Deferred Adjudication means any court ordered sanction, sentence or court ordered community supervision under Article 42.12 for any offense other than a Class C misdemeanor.
A typical Deferred Adjudication is where a defendant, in Court, tells the Judge that he or she is guilty, but the Judge delays the official finding of guilt. Instead, the Court orders the defendant to probation, at the end of which, assuming there are no new arrests and the defendant has complied with the probation terms, the case is dismissed.
Note: Deferred Adjudication is DIFFERENT than regular probation, Deferred Disposition or Pre-Trial Diversion, which is an agreement made without the Judge asking for or delaying findings of guilt. This is a tricky and confusing area of law, and it is best to speak with a Lawyer to determine the specifics of your case.

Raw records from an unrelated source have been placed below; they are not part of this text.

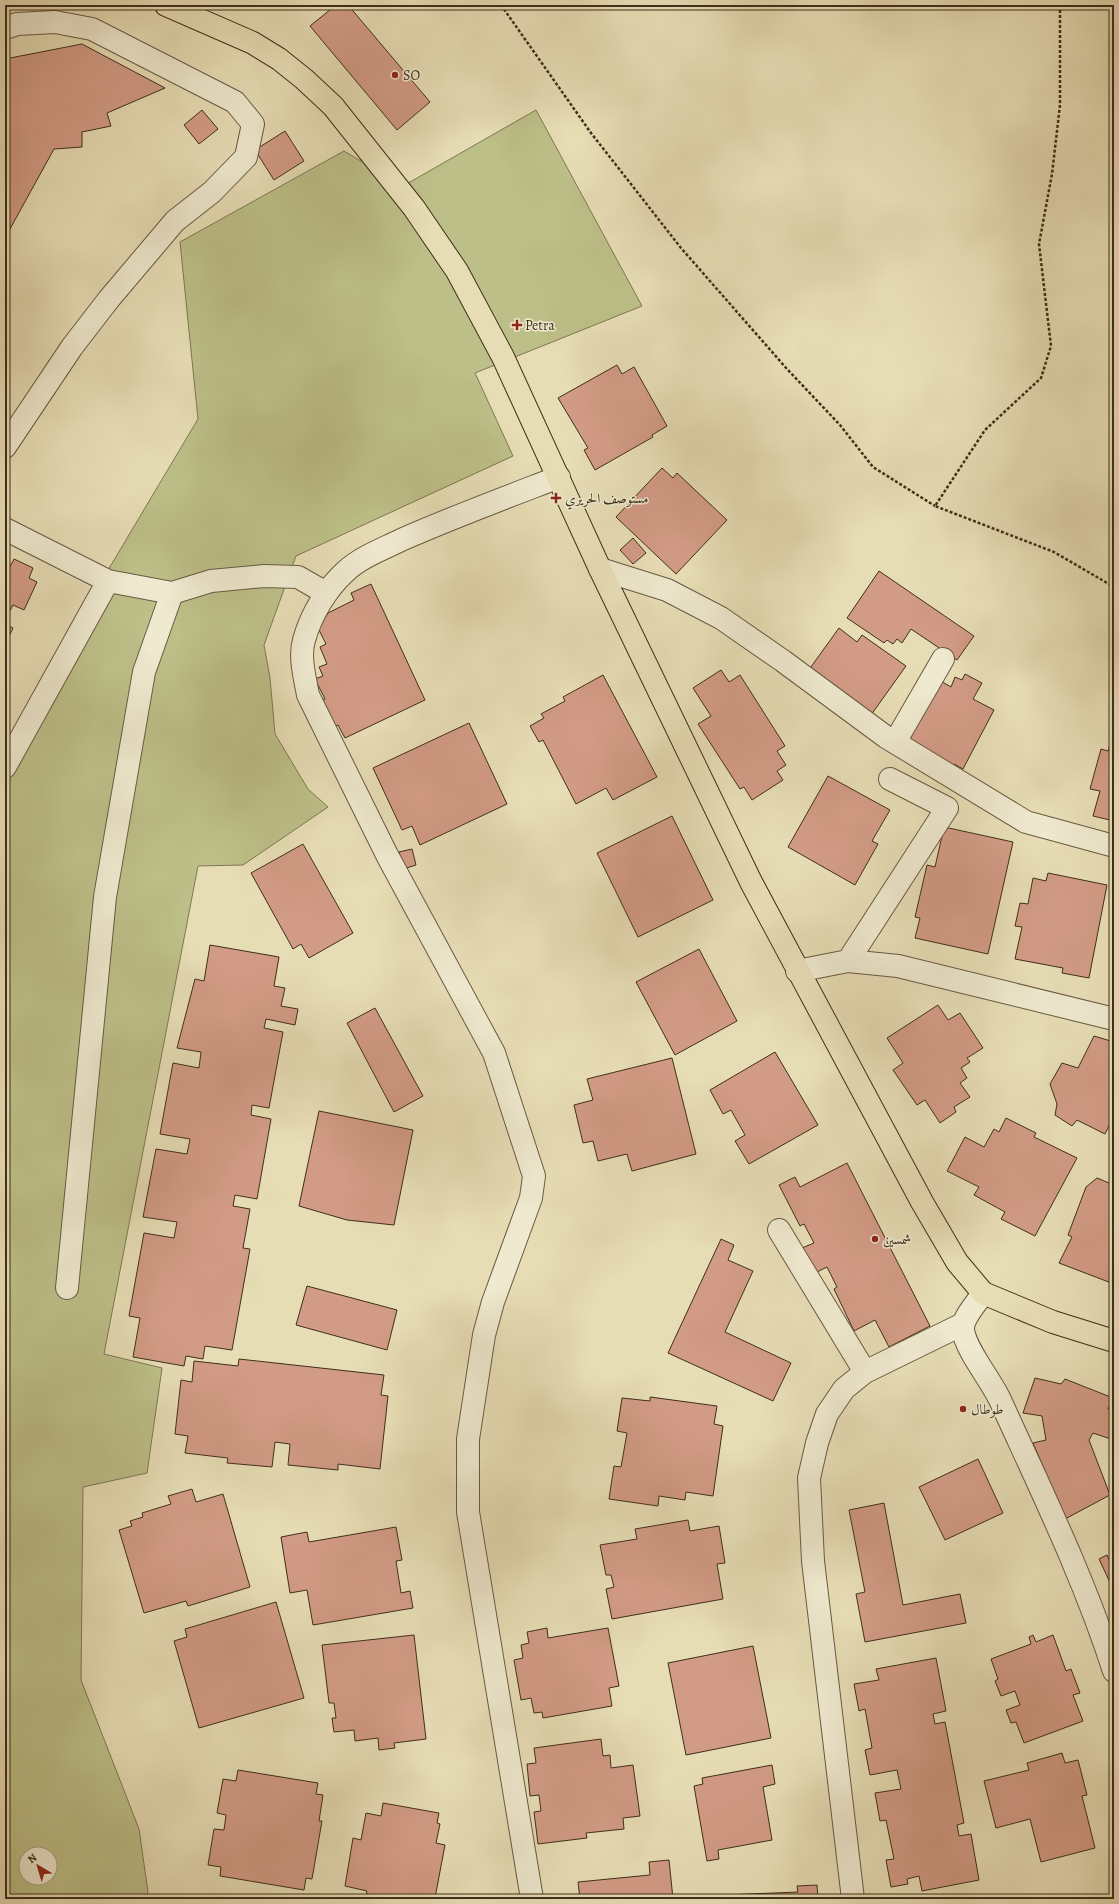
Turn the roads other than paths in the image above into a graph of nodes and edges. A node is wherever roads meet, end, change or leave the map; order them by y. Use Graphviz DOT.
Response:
graph roads {
  1 [pos="166,5"];
  2 [pos="5,28"];
  3 [pos="5,447"];
  4 [pos="559,477"];
  5 [pos="5,529"];
  6 [pos="600,569"];
  7 [pos="108,581"];
  8 [pos="172,593"];
  9 [pos="326,593"];
  10 [pos="943,659"];
  11 [pos="894,742"];
  12 [pos="5,767"];
  13 [pos="890,779"];
  14 [pos="1114,846"];
  15 [pos="848,962"];
  16 [pos="797,972"];
  17 [pos="1114,1019"];
  18 [pos="779,1230"];
  19 [pos="67,1288"];
  20 [pos="983,1293"];
  21 [pos="963,1324"];
  22 [pos="1114,1341"];
  23 [pos="866,1372"];
  24 [pos="1114,1670"];
  25 [pos="532,1899"];
  26 [pos="853,1899"];
  1 -- 4 [label="main road"];
  2 -- 3 [label="street"];
  4 -- 6 [label="main road"];
  4 -- 9 [label="street"];
  5 -- 7 [label="street"];
  6 -- 11 [label="street"];
  6 -- 16 [label="main road"];
  7 -- 8 [label="street"];
  7 -- 12 [label="street"];
  8 -- 9 [label="street"];
  8 -- 19 [label="street"];
  9 -- 25 [label="street"];
  10 -- 11 [label="street"];
  11 -- 14 [label="street"];
  13 -- 15 [label="street"];
  15 -- 16 [label="street"];
  15 -- 17 [label="street"];
  16 -- 20 [label="main road"];
  18 -- 23 [label="street"];
  20 -- 21 [label="street"];
  20 -- 22 [label="main road"];
  21 -- 23 [label="street"];
  21 -- 24 [label="street"];
  23 -- 26 [label="street"];
}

A successful Motion for Non Disclosure will prohibit your criminal offense history from being revealed pursuant to a Freedom of Information Act request. But keep in mind; criminal justice agencies are permitted to release criminal history record information, even if there was a successful Motion for Non Disclosure, to other law enforcement agencies, Courts, and other criminal justice agencies. A typical scenario where this occurs is where the person is arrested for new criminal charges. Courts and police can access the offense despite the Motion for Non Disclosure, in an effort to negotiate the case or add enhancements if applicable.

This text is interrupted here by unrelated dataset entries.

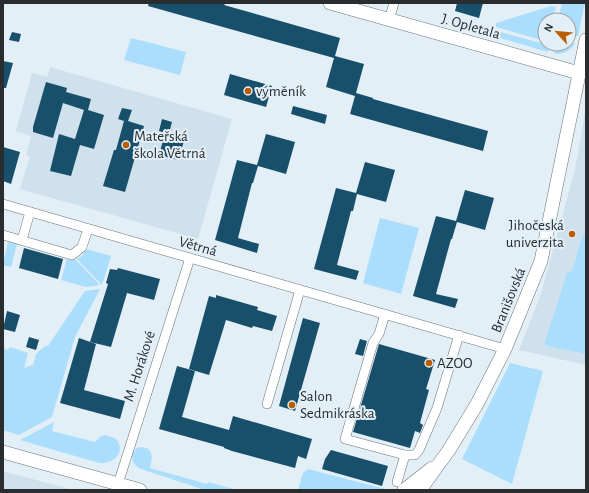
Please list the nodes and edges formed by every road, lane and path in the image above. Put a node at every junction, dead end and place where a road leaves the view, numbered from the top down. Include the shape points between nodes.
1 (330, 3) edge
2 (394, 3) edge
3 (390, 20) junction
4 (586, 40) edge
5 (579, 73) junction
6 (3, 204) edge
7 (30, 212) junction
8 (88, 229) junction
9 (3, 235) edge
10 (22, 240) junction
11 (190, 258) junction
12 (300, 290) junction
13 (385, 314) junction
14 (459, 335) junction
15 (505, 349) junction
16 (268, 404) dead end
17 (3, 452) edge
18 (405, 455) junction
19 (440, 462) junction
20 (118, 484) junction
21 (401, 486) edge
22 (140, 490) edge
23 (420, 490) edge
24 (432, 490) edge

1 - 3 street, J. Opletala
2 - 3 street
3 - 5 street, J. Opletala
4 - 5 street, Branišovská
5 - 15 street, Branišovská via 540,260
6 - 7 street, Větrná
7 - 8 street, Větrná
7 - 10 street
8 - 10 street via 82,248 72,255
8 - 11 street, Větrná
9 - 10 street
11 - 12 street, Větrná
11 - 20 street, M. Horákové
12 - 13 street, Větrná
12 - 16 street
13 - 14 street, Větrná
13 - 18 street via 379,334 373,343 345,439
14 - 15 street, Větrná
14 - 18 street via 437,408 414,456
15 - 19 street, Branišovská via 477,404
17 - 20 street
18 - 21 street
19 - 21 street, Branišovská via 418,478
19 - 23 street, Branišovská
19 - 24 street, Branišovská
20 - 22 street

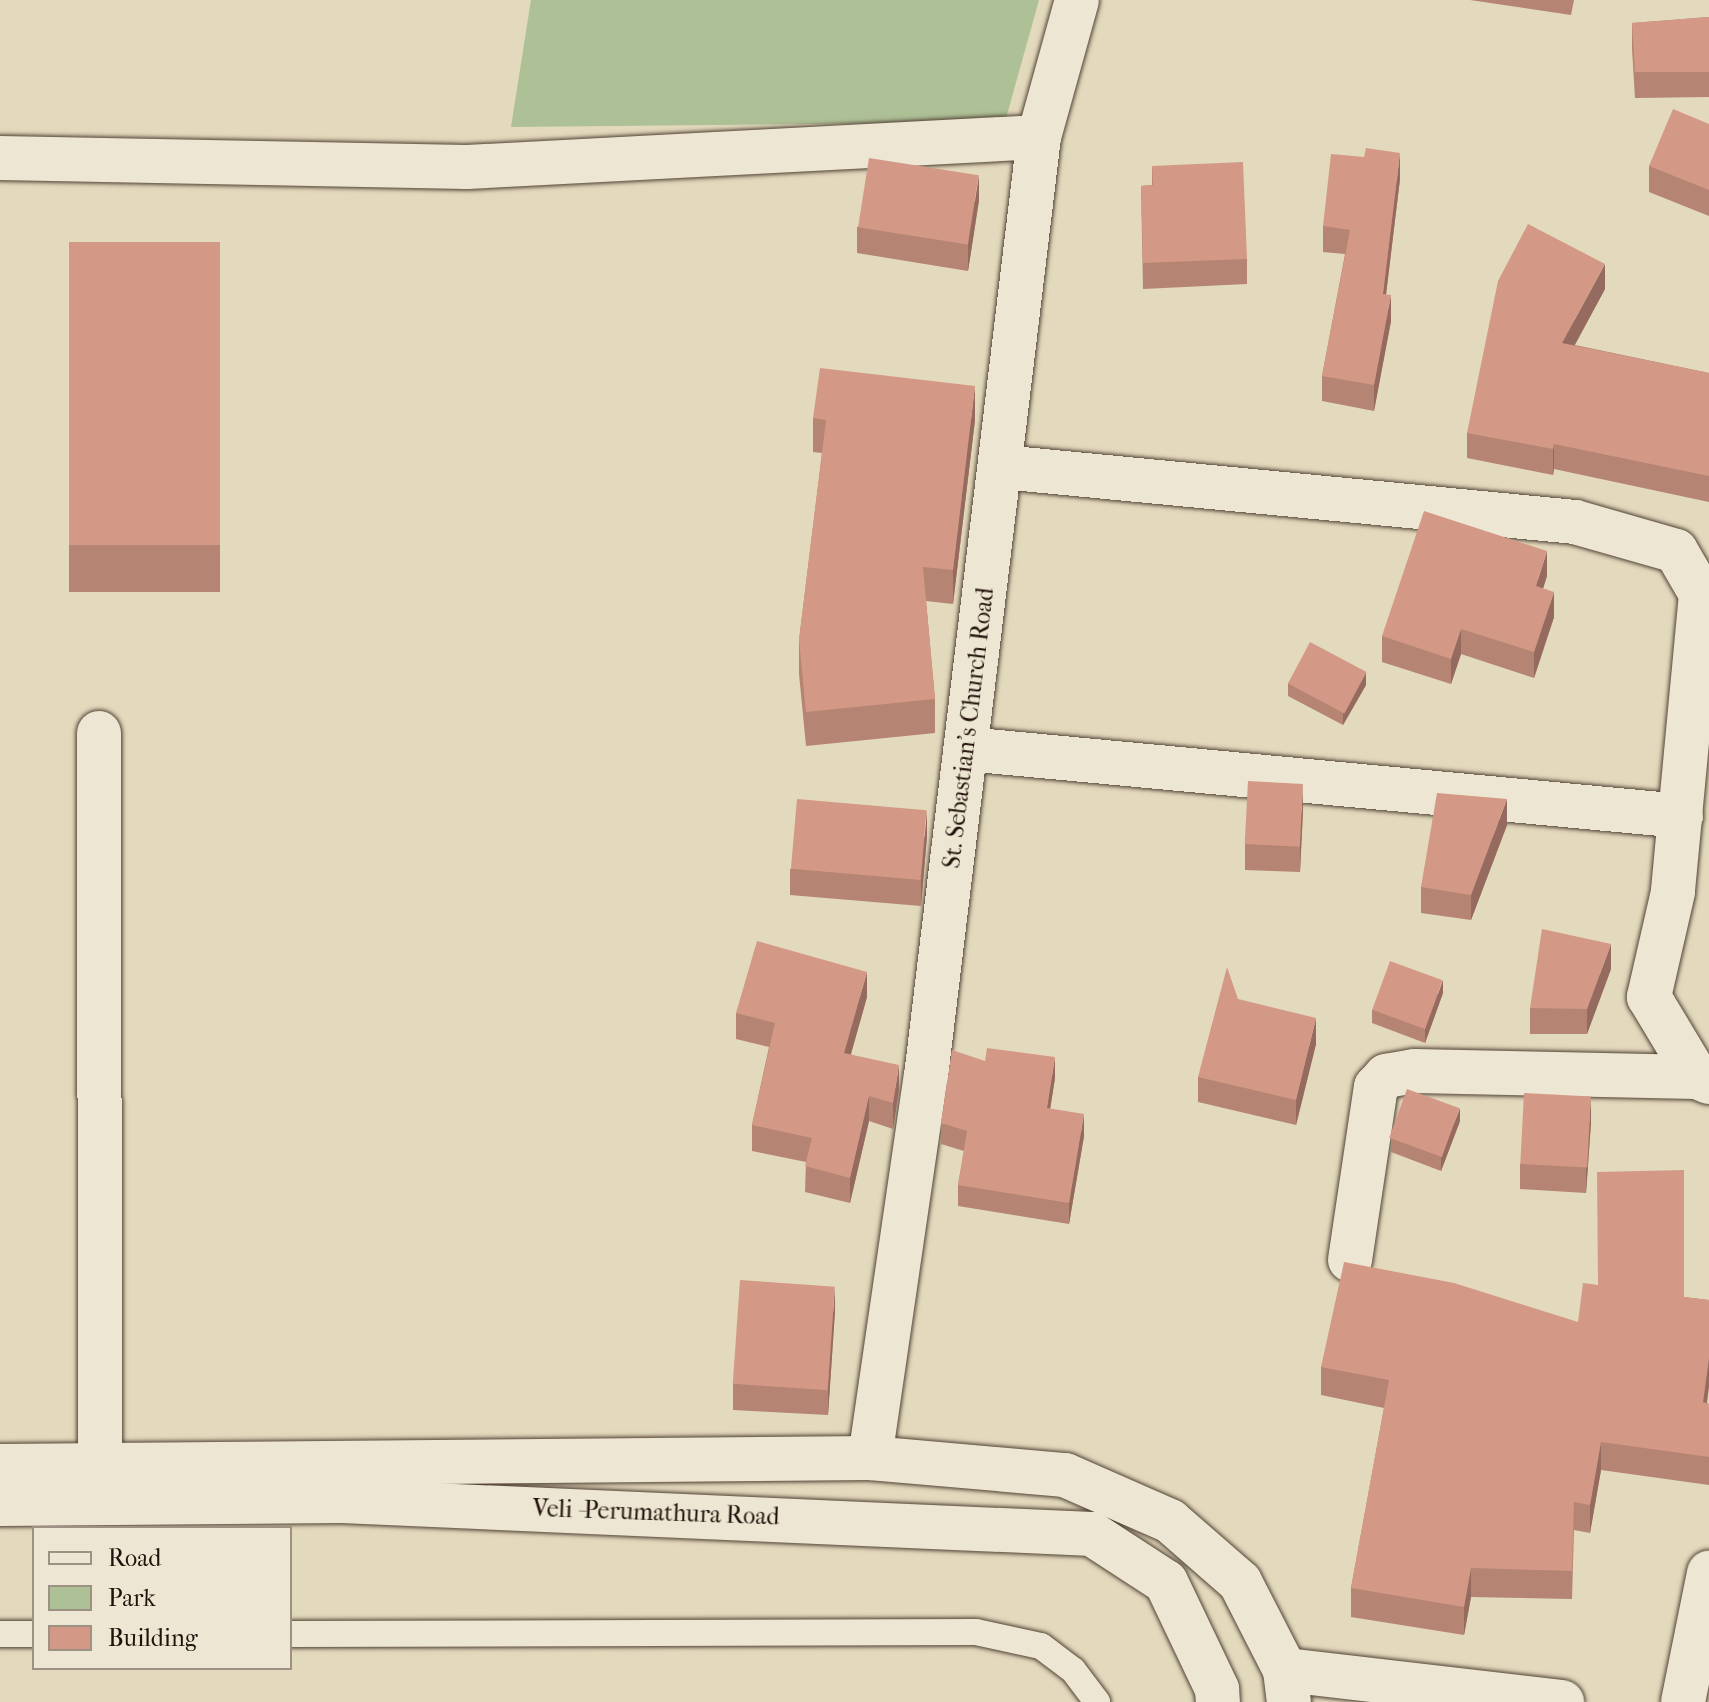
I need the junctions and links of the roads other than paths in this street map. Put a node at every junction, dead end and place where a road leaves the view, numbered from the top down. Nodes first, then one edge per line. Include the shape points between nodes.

A person can usually petition a Court for an order of nondisclosure immediately after the deferred adjudication is discharged and the case is dismissed. However, there are some offenses where a person must wait two years after deferred adjudication dismissal to file for an order of nondisclosure.

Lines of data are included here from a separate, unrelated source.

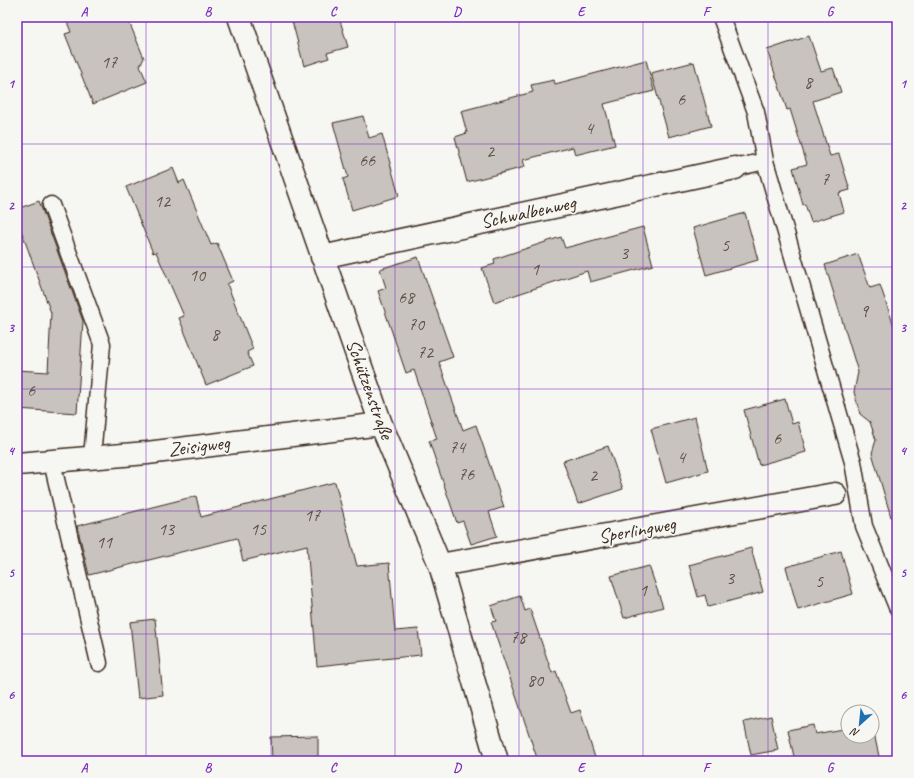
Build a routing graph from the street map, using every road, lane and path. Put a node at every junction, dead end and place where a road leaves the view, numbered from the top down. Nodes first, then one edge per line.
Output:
1 (239, 17) edge
2 (721, 17) edge
3 (765, 161) junction
4 (735, 168) joint
5 (50, 205) dead end
6 (322, 257) junction
7 (381, 424) junction
8 (92, 457) junction
9 (52, 462) junction
10 (17, 464) edge
11 (858, 491) junction
12 (835, 494) joint
13 (440, 565) junction
14 (897, 607) edge
15 (99, 663) dead end
16 (497, 761) edge

1 - 6 street, Schützenstraße
2 - 3 lane
3 - 4 lane
3 - 11 lane
4 - 6 street, Schwalbenweg
5 - 8 lane
6 - 7 street, Schützenstraße
7 - 8 street, Zeisigweg
7 - 13 street, Schützenstraße
8 - 9 street, Zeisigweg
9 - 10 street, Zeisigweg
9 - 15 lane
11 - 12 lane
11 - 14 lane
12 - 13 street, Sperlingweg
13 - 16 street, Schützenstraße

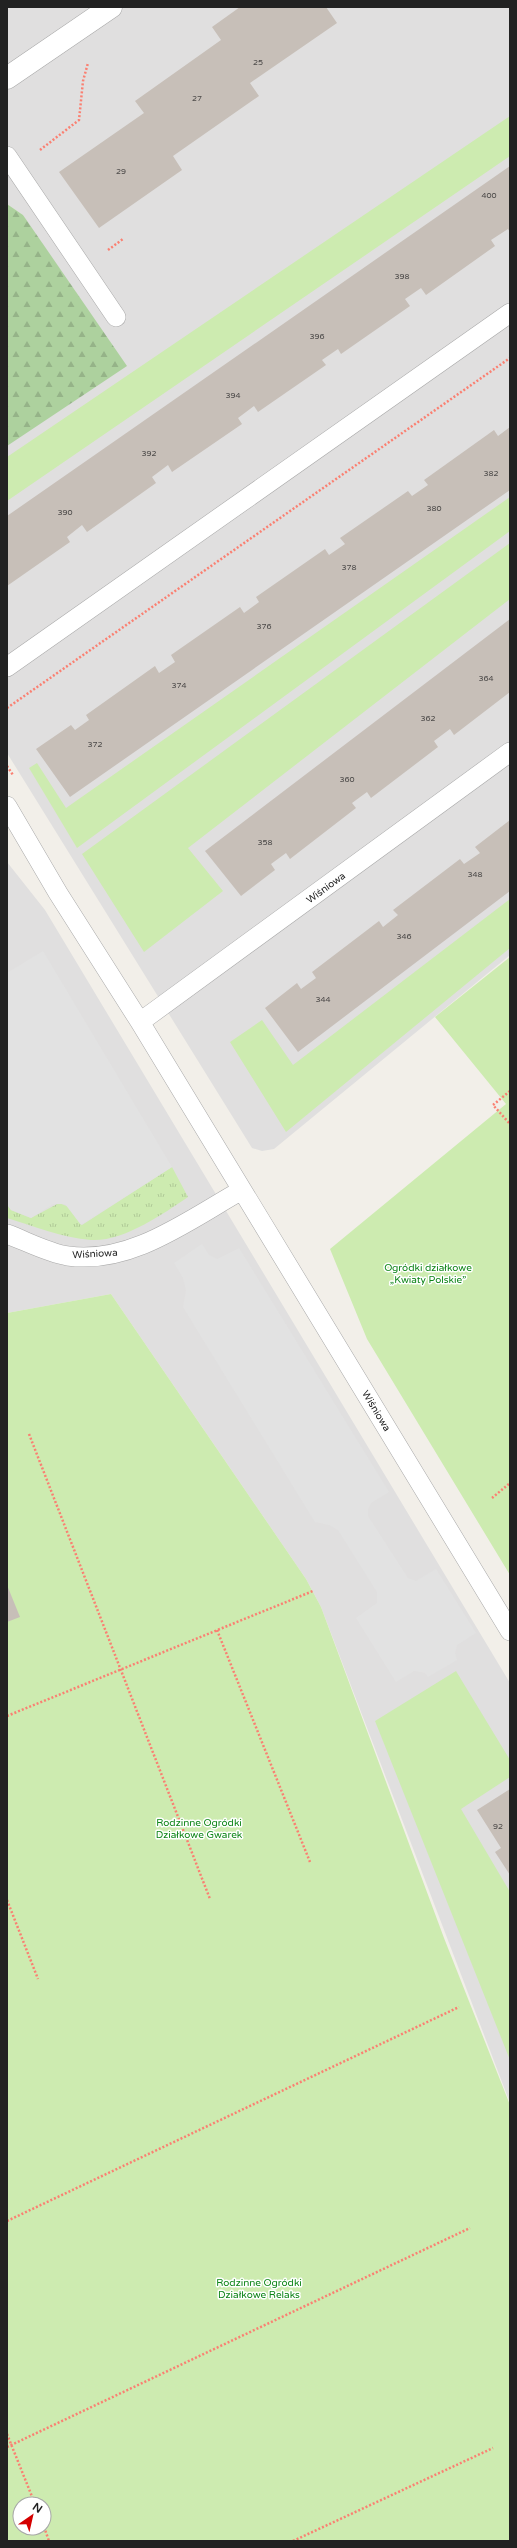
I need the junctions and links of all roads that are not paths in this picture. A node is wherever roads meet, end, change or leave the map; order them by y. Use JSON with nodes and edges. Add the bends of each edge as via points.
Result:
{"nodes":[{"id":1,"x":111,"y":7,"type":"edge"},
{"id":2,"x":7,"y":78,"type":"edge"},
{"id":3,"x":7,"y":156,"type":"edge"},
{"id":4,"x":510,"y":313,"type":"edge"},
{"id":5,"x":116,"y":317,"type":"dead end"},
{"id":6,"x":7,"y":667,"type":"edge"},
{"id":7,"x":510,"y":752,"type":"edge"},
{"id":8,"x":7,"y":806,"type":"edge"},
{"id":9,"x":140,"y":1022,"type":"junction"},
{"id":10,"x":242,"y":1190,"type":"junction"},
{"id":11,"x":7,"y":1234,"type":"edge"},
{"id":12,"x":510,"y":1631,"type":"edge"}],
"edges":[{"from":1,"to":2,"type":"street"},
{"from":3,"to":5,"type":"lane"},
{"from":4,"to":6,"type":"lane"},
{"from":7,"to":9,"type":"lane","name":"Wiśniowa"},
{"from":8,"to":9,"type":"lane","name":"Wiśniowa","via":[[58,893]]},
{"from":9,"to":10,"type":"lane","name":"Wiśniowa"},
{"from":10,"to":11,"type":"lane","name":"Wiśniowa","via":[[136,1248],[115,1254],[67,1256]]},
{"from":10,"to":12,"type":"lane","name":"Wiśniowa"}]}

A person can usually petition a Court for an order of nondisclosure five years after the deferred adjudication is dismissed. Keep in mind that some felony offenses cannot be cleared or hidden with an order of nondisclosure.
After a judge has ordered granting of the Motion for Non Disclosure, the defendant may deny the occurrence of the arrest and prosecution unless the information is being used against him/her in a subsequent criminal proceeding. Also be aware that for purposes of federal law, a deferred adjudication is equal to a conviction, meaning that even if the Motion for Non Disclosure is granted, a person facing new federal charges can still be punished as though the Motion for Non Disclosure was never granted. Lastly, a person who is not a citizen can be deported and face immigration consequences that cannot be cleared with a Motion for Non Disclosure.